El colonialismo fue así y punto. Eran otros tiempos, otras reglas, otros intereses y costumbres. Nadie miraba mal que el costo de la civilización que llevamos a esos territorios abandonados de la mano de Dios, fuera pagado con el dominio absoluto sobre tierras y hombres. Era lo normal entonces.

Reconocimos su independencia en su momento. Firmamos tratados de punto final con este país, me parece que durante el gobierno de un presidente de apellido Santa Anna. ¿No es suficiente todo esto?

Hoy pretenden que nos manifestemos arrepentidos de una situación histórica, que en nada nos afecta en la actualidad. Las relaciones entre nuestros países son normales y fluidas. ¿Para que escarbar en el pasado intentando remediar el presente?

¿Qué hay agravios antiguos que deben arreglarse? No veo cuáles. Efectivamente, la sangre corrió en ese lado del mundo y la riqueza de esas tierras se movió a las arcas del imperio español. Pero así se dieron las cosas en ese entonces. Si España no hubiera sido la primera en llegar a América, seguramente Portugal o Inglaterra lo hubieran hecho unos años después.

Agradecidos deberían estar estos americanos de que fuera España, la responsable de colonizar esas tierras. Los ingleses que llevaron la fe protestante a las colonias norteamericanas, fueron más radicales en su labor de exterminio. Pocos naturales quedaron con vida, después del periodo de colonización efectuado.

Que la carta pase al presidente de gobierno, para que ahí se de respuesta puntual al país mexicano. Es inadmisible que yo, el rey, atienda este tipo de correspondencia. Un monarca recibe invitaciones, felicitaciones, agradecimientos, pero nunca solicitudes insultantes, donde se pretende rebajar la figura real, al nivel de un suplicante.

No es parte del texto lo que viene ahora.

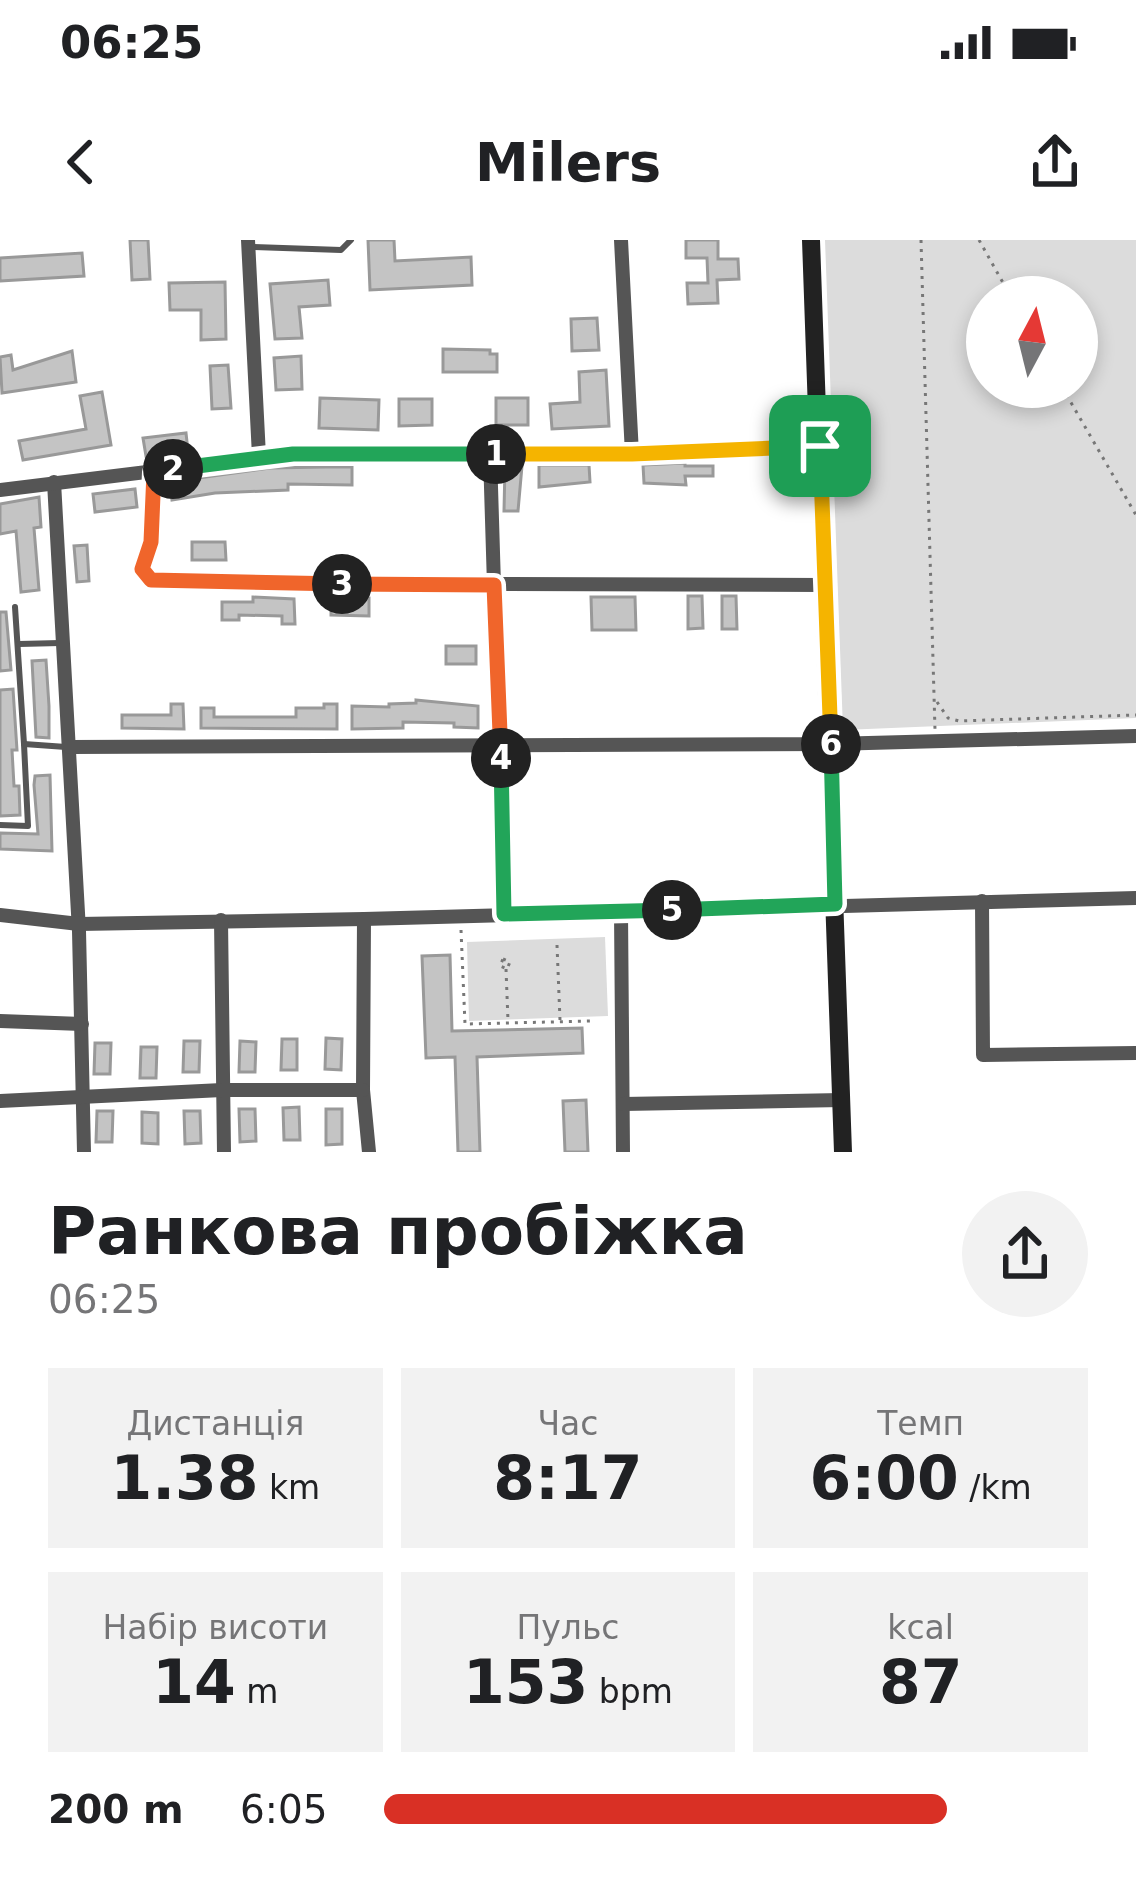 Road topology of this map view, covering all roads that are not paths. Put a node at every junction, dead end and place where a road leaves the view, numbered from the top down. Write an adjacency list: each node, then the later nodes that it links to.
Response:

Solo en la mente de un presidente populista, puede nacer la idea de que los reyes pedimos disculpas, por las decisiones tomadas por la casa real, en algún momento de la Historia. Nosotros gobernamos siempre por designio divino. Nuestros actos responden a la voluntad de Dios.

Solo un... (¿cómo les llaman?) ¡chairo!

Solo un presidente chairo, puede defender este tipo de ideas. Dicen que en ese país hay mínimo treinta millones de ellos.

Habrá que estar alertas. Esa gente intenta no solo cambiar las cosas en su país. Pretende dar lecciones al mundo sobre buena voluntad, honradez y dignidad.

Y un rey está muy por encima de todas esas cosas. El rey no se disculpa, puesto que no hay error en sus actos.